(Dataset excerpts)

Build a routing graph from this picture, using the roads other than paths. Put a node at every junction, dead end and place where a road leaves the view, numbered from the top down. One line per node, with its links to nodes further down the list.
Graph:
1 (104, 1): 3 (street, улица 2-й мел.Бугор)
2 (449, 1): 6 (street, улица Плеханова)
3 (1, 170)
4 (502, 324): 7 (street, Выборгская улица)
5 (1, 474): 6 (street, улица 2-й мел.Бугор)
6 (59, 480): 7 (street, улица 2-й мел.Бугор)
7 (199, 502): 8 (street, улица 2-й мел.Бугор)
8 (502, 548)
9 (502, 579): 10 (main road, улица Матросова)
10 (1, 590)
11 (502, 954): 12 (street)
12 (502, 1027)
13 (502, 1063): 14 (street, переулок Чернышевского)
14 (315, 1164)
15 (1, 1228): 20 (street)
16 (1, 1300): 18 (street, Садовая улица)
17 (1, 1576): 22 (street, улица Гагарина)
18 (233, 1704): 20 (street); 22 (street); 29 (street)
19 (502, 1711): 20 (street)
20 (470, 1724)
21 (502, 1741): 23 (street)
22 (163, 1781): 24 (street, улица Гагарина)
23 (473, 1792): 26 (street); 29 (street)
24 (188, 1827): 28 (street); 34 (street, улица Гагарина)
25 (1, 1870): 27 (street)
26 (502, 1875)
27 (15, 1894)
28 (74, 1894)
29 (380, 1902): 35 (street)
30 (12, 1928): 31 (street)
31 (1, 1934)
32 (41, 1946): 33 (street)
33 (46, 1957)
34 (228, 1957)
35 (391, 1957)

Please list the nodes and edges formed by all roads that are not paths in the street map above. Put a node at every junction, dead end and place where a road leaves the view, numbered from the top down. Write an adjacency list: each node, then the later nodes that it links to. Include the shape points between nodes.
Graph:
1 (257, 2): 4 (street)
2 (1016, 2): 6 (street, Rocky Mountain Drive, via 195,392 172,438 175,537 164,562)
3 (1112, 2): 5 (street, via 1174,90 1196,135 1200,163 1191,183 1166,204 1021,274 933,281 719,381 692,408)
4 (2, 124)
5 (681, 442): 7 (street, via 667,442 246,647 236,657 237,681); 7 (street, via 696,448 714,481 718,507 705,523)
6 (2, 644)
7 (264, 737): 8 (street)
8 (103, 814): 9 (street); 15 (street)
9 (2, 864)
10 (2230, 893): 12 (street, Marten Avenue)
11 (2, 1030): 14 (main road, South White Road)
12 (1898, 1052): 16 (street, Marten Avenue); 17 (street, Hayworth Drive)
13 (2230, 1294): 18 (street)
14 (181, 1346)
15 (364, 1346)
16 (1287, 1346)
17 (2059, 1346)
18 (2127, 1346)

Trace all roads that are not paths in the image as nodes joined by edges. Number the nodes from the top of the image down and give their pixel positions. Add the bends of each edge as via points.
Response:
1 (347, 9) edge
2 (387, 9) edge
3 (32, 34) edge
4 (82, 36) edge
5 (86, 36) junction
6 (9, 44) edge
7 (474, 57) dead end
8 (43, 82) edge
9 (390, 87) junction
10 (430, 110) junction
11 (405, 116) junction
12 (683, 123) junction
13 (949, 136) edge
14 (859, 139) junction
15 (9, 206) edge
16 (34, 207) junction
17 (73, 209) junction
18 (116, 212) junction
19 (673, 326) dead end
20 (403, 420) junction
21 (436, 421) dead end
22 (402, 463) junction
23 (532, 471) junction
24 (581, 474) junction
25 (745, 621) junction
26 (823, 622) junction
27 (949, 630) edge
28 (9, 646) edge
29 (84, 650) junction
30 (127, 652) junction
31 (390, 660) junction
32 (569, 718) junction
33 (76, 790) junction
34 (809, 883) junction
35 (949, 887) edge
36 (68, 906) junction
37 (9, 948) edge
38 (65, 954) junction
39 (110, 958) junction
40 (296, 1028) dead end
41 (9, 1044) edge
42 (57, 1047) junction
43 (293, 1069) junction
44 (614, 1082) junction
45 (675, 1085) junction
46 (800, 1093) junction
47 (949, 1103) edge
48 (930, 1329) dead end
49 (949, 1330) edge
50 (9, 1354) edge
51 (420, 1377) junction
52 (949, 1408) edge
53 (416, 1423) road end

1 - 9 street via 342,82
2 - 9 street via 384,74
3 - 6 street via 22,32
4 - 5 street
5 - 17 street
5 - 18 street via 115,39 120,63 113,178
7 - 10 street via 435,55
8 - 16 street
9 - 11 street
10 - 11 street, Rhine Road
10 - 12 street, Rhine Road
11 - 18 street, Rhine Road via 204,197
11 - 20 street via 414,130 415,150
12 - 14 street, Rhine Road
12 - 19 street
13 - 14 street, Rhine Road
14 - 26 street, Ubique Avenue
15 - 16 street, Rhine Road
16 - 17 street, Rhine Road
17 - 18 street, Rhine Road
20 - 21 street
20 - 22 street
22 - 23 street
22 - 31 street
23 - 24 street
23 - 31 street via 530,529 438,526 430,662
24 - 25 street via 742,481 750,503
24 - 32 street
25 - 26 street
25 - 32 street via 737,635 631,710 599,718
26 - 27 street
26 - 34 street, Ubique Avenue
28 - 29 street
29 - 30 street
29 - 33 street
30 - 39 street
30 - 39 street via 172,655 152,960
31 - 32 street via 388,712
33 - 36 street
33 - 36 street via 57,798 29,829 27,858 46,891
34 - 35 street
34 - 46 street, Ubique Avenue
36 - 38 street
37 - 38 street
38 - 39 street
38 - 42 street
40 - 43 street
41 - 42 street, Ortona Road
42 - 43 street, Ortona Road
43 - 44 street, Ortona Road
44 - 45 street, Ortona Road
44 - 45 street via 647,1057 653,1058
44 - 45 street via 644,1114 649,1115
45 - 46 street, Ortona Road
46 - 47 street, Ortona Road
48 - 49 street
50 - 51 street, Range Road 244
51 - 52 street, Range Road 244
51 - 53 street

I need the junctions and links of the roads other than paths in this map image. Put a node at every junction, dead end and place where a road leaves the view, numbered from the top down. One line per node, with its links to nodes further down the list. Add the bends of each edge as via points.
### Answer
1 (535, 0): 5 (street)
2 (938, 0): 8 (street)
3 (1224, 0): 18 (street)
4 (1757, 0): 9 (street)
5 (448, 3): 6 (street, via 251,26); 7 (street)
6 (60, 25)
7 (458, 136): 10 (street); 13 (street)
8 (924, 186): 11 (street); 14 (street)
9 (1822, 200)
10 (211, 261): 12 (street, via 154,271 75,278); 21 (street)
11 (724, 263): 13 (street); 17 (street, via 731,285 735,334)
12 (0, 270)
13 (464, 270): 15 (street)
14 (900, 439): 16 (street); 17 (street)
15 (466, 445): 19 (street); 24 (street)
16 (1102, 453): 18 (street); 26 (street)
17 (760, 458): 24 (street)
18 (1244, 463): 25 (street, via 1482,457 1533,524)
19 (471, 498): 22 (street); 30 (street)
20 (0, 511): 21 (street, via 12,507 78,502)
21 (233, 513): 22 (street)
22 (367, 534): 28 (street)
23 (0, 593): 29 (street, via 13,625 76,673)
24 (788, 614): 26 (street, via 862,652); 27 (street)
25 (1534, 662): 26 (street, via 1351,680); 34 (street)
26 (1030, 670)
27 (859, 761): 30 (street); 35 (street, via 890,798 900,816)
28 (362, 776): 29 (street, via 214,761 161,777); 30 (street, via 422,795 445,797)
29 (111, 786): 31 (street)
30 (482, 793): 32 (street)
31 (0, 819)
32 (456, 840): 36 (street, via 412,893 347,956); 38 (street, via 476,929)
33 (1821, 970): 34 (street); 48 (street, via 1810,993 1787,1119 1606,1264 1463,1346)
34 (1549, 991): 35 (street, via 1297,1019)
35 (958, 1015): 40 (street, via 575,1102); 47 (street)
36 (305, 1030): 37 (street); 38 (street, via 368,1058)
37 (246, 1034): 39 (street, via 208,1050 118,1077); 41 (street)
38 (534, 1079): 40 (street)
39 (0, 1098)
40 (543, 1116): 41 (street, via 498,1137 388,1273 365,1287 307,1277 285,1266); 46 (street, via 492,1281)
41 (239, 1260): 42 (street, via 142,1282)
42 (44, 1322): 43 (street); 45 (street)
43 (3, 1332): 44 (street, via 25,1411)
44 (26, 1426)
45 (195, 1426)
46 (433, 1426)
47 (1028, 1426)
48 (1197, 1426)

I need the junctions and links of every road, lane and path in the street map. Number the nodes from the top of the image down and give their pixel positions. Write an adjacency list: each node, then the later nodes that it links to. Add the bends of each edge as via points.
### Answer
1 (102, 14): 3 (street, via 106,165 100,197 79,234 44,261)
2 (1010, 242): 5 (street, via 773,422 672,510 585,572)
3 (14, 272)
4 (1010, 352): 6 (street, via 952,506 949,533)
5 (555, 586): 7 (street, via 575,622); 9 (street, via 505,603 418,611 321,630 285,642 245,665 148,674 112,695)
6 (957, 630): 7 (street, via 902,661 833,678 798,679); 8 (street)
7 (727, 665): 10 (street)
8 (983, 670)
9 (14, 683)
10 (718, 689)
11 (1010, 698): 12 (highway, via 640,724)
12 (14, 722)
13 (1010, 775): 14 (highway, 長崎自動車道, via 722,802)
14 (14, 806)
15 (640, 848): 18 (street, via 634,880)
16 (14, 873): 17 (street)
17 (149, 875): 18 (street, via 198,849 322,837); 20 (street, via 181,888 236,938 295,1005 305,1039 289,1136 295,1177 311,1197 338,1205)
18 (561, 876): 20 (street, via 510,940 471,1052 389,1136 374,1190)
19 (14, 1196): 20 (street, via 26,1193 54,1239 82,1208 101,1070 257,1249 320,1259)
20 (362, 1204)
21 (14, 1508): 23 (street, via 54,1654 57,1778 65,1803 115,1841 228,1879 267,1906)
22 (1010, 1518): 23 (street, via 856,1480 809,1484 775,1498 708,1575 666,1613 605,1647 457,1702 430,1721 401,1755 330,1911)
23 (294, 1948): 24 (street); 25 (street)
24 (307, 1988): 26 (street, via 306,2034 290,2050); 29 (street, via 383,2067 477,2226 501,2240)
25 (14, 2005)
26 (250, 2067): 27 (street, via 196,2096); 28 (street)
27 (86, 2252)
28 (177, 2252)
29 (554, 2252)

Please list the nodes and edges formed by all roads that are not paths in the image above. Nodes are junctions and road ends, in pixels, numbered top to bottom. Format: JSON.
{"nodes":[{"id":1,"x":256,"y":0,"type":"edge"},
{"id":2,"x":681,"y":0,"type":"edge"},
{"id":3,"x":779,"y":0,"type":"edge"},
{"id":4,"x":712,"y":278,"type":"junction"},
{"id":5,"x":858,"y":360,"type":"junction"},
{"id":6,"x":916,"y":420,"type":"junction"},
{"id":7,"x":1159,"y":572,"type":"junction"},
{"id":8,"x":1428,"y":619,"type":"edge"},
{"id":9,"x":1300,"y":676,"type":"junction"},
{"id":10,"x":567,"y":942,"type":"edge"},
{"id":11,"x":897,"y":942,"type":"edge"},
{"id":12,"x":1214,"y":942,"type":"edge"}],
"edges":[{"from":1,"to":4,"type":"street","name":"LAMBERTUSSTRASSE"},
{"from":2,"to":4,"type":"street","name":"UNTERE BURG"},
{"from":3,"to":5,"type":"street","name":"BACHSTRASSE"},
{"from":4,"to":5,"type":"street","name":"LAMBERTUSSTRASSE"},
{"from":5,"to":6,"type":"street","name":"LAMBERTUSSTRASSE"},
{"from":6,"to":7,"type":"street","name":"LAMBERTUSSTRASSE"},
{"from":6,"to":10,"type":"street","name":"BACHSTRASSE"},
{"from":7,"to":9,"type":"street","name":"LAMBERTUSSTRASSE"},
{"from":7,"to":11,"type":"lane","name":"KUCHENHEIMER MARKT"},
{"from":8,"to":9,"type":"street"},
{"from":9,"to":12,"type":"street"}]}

Problem to solve: The required answer is each line of the data in which the word "Avenue" appears.

Written response:
10 (2230, 893): 12 (street, Marten Avenue)
12 (1898, 1052): 16 (street, Marten Avenue); 17 (street, Hayworth Drive)
14 - 26 street, Ubique Avenue
26 - 34 street, Ubique Avenue
34 - 46 street, Ubique Avenue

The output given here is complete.